Segment Start: Material to process

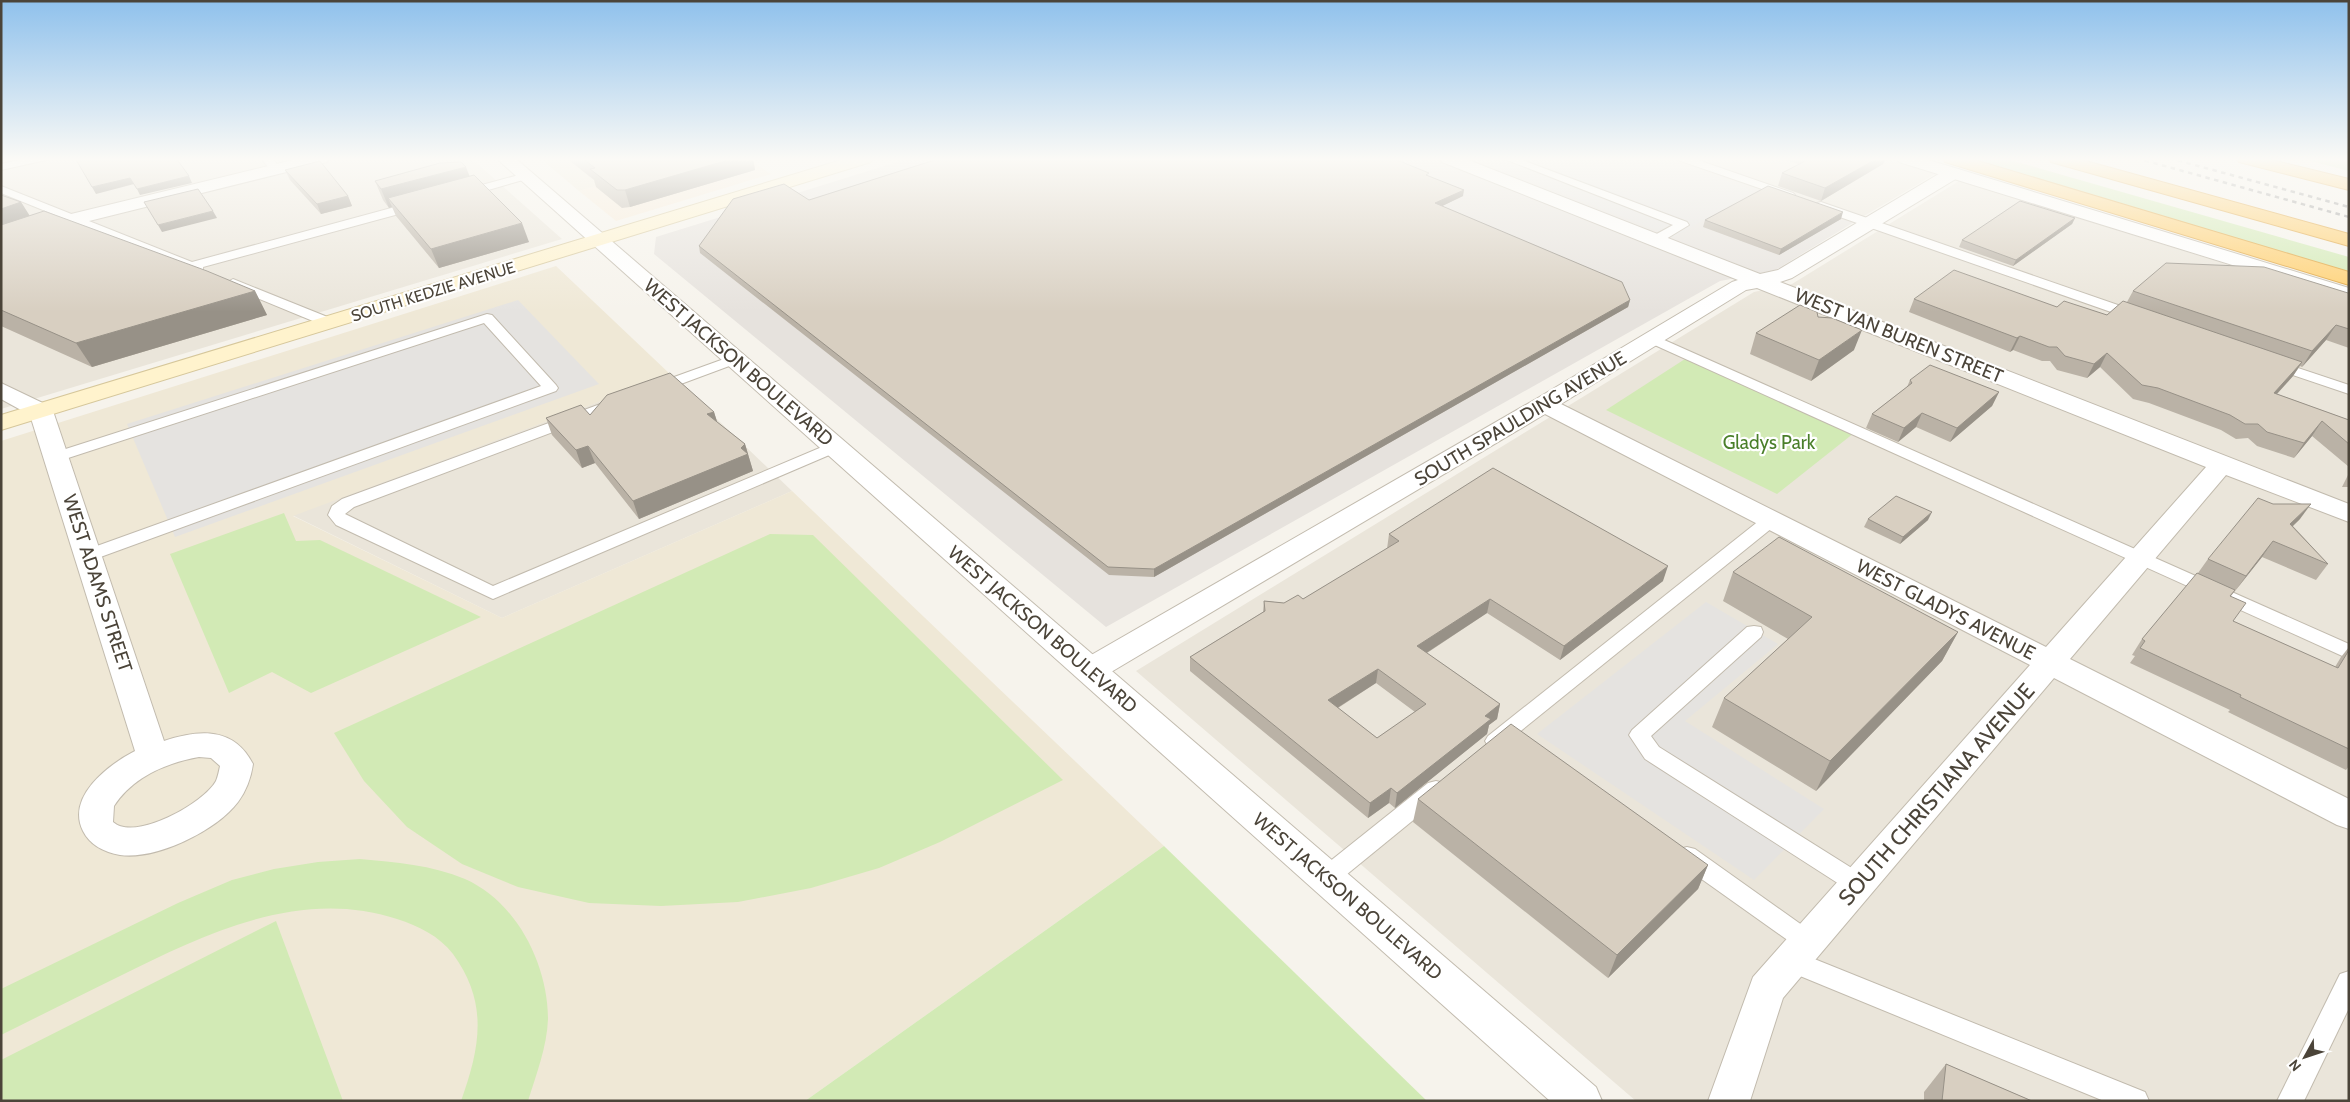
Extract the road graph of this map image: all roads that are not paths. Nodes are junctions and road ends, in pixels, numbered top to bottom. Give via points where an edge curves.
1 (51, 209) edge
2 (108, 209) edge
3 (402, 209) edge
4 (565, 209) edge
5 (699, 209) edge
6 (1581, 209) edge
7 (1643, 209) edge
8 (1830, 209) edge
9 (1888, 209) edge
10 (2088, 209) edge
11 (2107, 209) edge
12 (2240, 209) edge
13 (74, 219) junction
14 (1869, 223) junction
15 (1657, 239) junction
16 (600, 240) junction
17 (2349, 240) edge
18 (1, 245) edge
19 (192, 266) junction
20 (2349, 279) edge
21 (1761, 280) junction
22 (2349, 295) edge
23 (2151, 321) edge
24 (330, 323) junction
25 (1653, 339) junction
26 (735, 359) junction
27 (2264, 361) edge
28 (1, 390) edge
29 (2349, 390) edge
30 (1544, 404) junction
31 (41, 411) junction
32 (1, 423) edge
33 (835, 447) junction
34 (56, 457) junction
35 (2222, 464) junction
36 (2349, 514) edge
37 (1771, 520) junction
38 (89, 555) junction
39 (2140, 558) junction
40 (1754, 632) dead end
41 (2349, 652) edge
42 (2050, 662) junction
43 (1090, 670) junction
44 (1478, 755) edge
45 (154, 756) dead end
46 (1448, 779) edge
47 (2349, 815) edge
48 (1668, 843) edge
49 (1327, 877) junction
50 (1858, 884) junction
51 (1800, 951) junction
52 (2349, 982) edge
53 (1581, 1101) edge
54 (1729, 1101) edge
55 (2136, 1101) edge
56 (2290, 1101) edge

1 - 13 lane
2 - 13 street
3 - 19 lane
4 - 16 street, WEST JACKSON BOULEVARD
5 - 16 main road, SOUTH KEDZIE AVENUE
6 - 15 street, WEST VAN BUREN STREET
7 - 15 lane via 1684,225
8 - 14 lane
9 - 14 street, SOUTH SPAULDING AVENUE
10 - 22 street
11 - 20 highway
12 - 17 highway
13 - 18 street
13 - 19 lane
14 - 21 street, SOUTH SPAULDING AVENUE via 1785,274
14 - 23 lane
15 - 21 street, WEST VAN BUREN STREET
16 - 24 main road, SOUTH KEDZIE AVENUE
16 - 26 street, WEST JACKSON BOULEVARD
19 - 24 lane
21 - 25 street, SOUTH SPAULDING AVENUE via 1739,286
21 - 35 street, WEST VAN BUREN STREET
24 - 31 main road, SOUTH KEDZIE AVENUE
25 - 30 street, SOUTH SPAULDING AVENUE
25 - 39 lane
26 - 33 street, WEST JACKSON BOULEVARD
26 - 33 lane via 348,503 336,515 342,521 492,593
27 - 29 lane
28 - 31 street
30 - 37 street, WEST GLADYS AVENUE
30 - 43 street, SOUTH SPAULDING AVENUE
31 - 32 main road, SOUTH KEDZIE AVENUE
31 - 34 street, WEST ADAMS STREET
33 - 43 street, WEST JACKSON BOULEVARD
34 - 38 street, WEST ADAMS STREET
34 - 38 lane via 487,318 551,388
35 - 36 street, WEST VAN BUREN STREET
35 - 39 street, SOUTH CHRISTIANA AVENUE
37 - 42 street, WEST GLADYS AVENUE
37 - 44 lane via 1517,736
38 - 45 street, WEST ADAMS STREET
39 - 41 lane
39 - 42 street, SOUTH CHRISTIANA AVENUE
40 - 50 lane via 1639,735 1652,753
42 - 47 street, WEST GLADYS AVENUE
42 - 50 street, SOUTH CHRISTIANA AVENUE
43 - 49 street, WEST JACKSON BOULEVARD
46 - 49 lane
48 - 51 lane
49 - 53 street, WEST JACKSON BOULEVARD
50 - 51 street, SOUTH CHRISTIANA AVENUE
51 - 54 street, SOUTH CHRISTIANA AVENUE via 1767,989
51 - 55 lane
52 - 56 lane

Segment End: Material to process

* Work order *
The records must be restated word for word, apart from any images.

* Answer for this exercise *
Extract the road graph of this map image: all roads that are not paths. Nodes are junctions and road ends, in pixels, numbered top to bottom. Give via points where an edge curves.
1 (51, 209) edge
2 (108, 209) edge
3 (402, 209) edge
4 (565, 209) edge
5 (699, 209) edge
6 (1581, 209) edge
7 (1643, 209) edge
8 (1830, 209) edge
9 (1888, 209) edge
10 (2088, 209) edge
11 (2107, 209) edge
12 (2240, 209) edge
13 (74, 219) junction
14 (1869, 223) junction
15 (1657, 239) junction
16 (600, 240) junction
17 (2349, 240) edge
18 (1, 245) edge
19 (192, 266) junction
20 (2349, 279) edge
21 (1761, 280) junction
22 (2349, 295) edge
23 (2151, 321) edge
24 (330, 323) junction
25 (1653, 339) junction
26 (735, 359) junction
27 (2264, 361) edge
28 (1, 390) edge
29 (2349, 390) edge
30 (1544, 404) junction
31 (41, 411) junction
32 (1, 423) edge
33 (835, 447) junction
34 (56, 457) junction
35 (2222, 464) junction
36 (2349, 514) edge
37 (1771, 520) junction
38 (89, 555) junction
39 (2140, 558) junction
40 (1754, 632) dead end
41 (2349, 652) edge
42 (2050, 662) junction
43 (1090, 670) junction
44 (1478, 755) edge
45 (154, 756) dead end
46 (1448, 779) edge
47 (2349, 815) edge
48 (1668, 843) edge
49 (1327, 877) junction
50 (1858, 884) junction
51 (1800, 951) junction
52 (2349, 982) edge
53 (1581, 1101) edge
54 (1729, 1101) edge
55 (2136, 1101) edge
56 (2290, 1101) edge

1 - 13 lane
2 - 13 street
3 - 19 lane
4 - 16 street, WEST JACKSON BOULEVARD
5 - 16 main road, SOUTH KEDZIE AVENUE
6 - 15 street, WEST VAN BUREN STREET
7 - 15 lane via 1684,225
8 - 14 lane
9 - 14 street, SOUTH SPAULDING AVENUE
10 - 22 street
11 - 20 highway
12 - 17 highway
13 - 18 street
13 - 19 lane
14 - 21 street, SOUTH SPAULDING AVENUE via 1785,274
14 - 23 lane
15 - 21 street, WEST VAN BUREN STREET
16 - 24 main road, SOUTH KEDZIE AVENUE
16 - 26 street, WEST JACKSON BOULEVARD
19 - 24 lane
21 - 25 street, SOUTH SPAULDING AVENUE via 1739,286
21 - 35 street, WEST VAN BUREN STREET
24 - 31 main road, SOUTH KEDZIE AVENUE
25 - 30 street, SOUTH SPAULDING AVENUE
25 - 39 lane
26 - 33 street, WEST JACKSON BOULEVARD
26 - 33 lane via 348,503 336,515 342,521 492,593
27 - 29 lane
28 - 31 street
30 - 37 street, WEST GLADYS AVENUE
30 - 43 street, SOUTH SPAULDING AVENUE
31 - 32 main road, SOUTH KEDZIE AVENUE
31 - 34 street, WEST ADAMS STREET
33 - 43 street, WEST JACKSON BOULEVARD
34 - 38 street, WEST ADAMS STREET
34 - 38 lane via 487,318 551,388
35 - 36 street, WEST VAN BUREN STREET
35 - 39 street, SOUTH CHRISTIANA AVENUE
37 - 42 street, WEST GLADYS AVENUE
37 - 44 lane via 1517,736
38 - 45 street, WEST ADAMS STREET
39 - 41 lane
39 - 42 street, SOUTH CHRISTIANA AVENUE
40 - 50 lane via 1639,735 1652,753
42 - 47 street, WEST GLADYS AVENUE
42 - 50 street, SOUTH CHRISTIANA AVENUE
43 - 49 street, WEST JACKSON BOULEVARD
46 - 49 lane
48 - 51 lane
49 - 53 street, WEST JACKSON BOULEVARD
50 - 51 street, SOUTH CHRISTIANA AVENUE
51 - 54 street, SOUTH CHRISTIANA AVENUE via 1767,989
51 - 55 lane
52 - 56 lane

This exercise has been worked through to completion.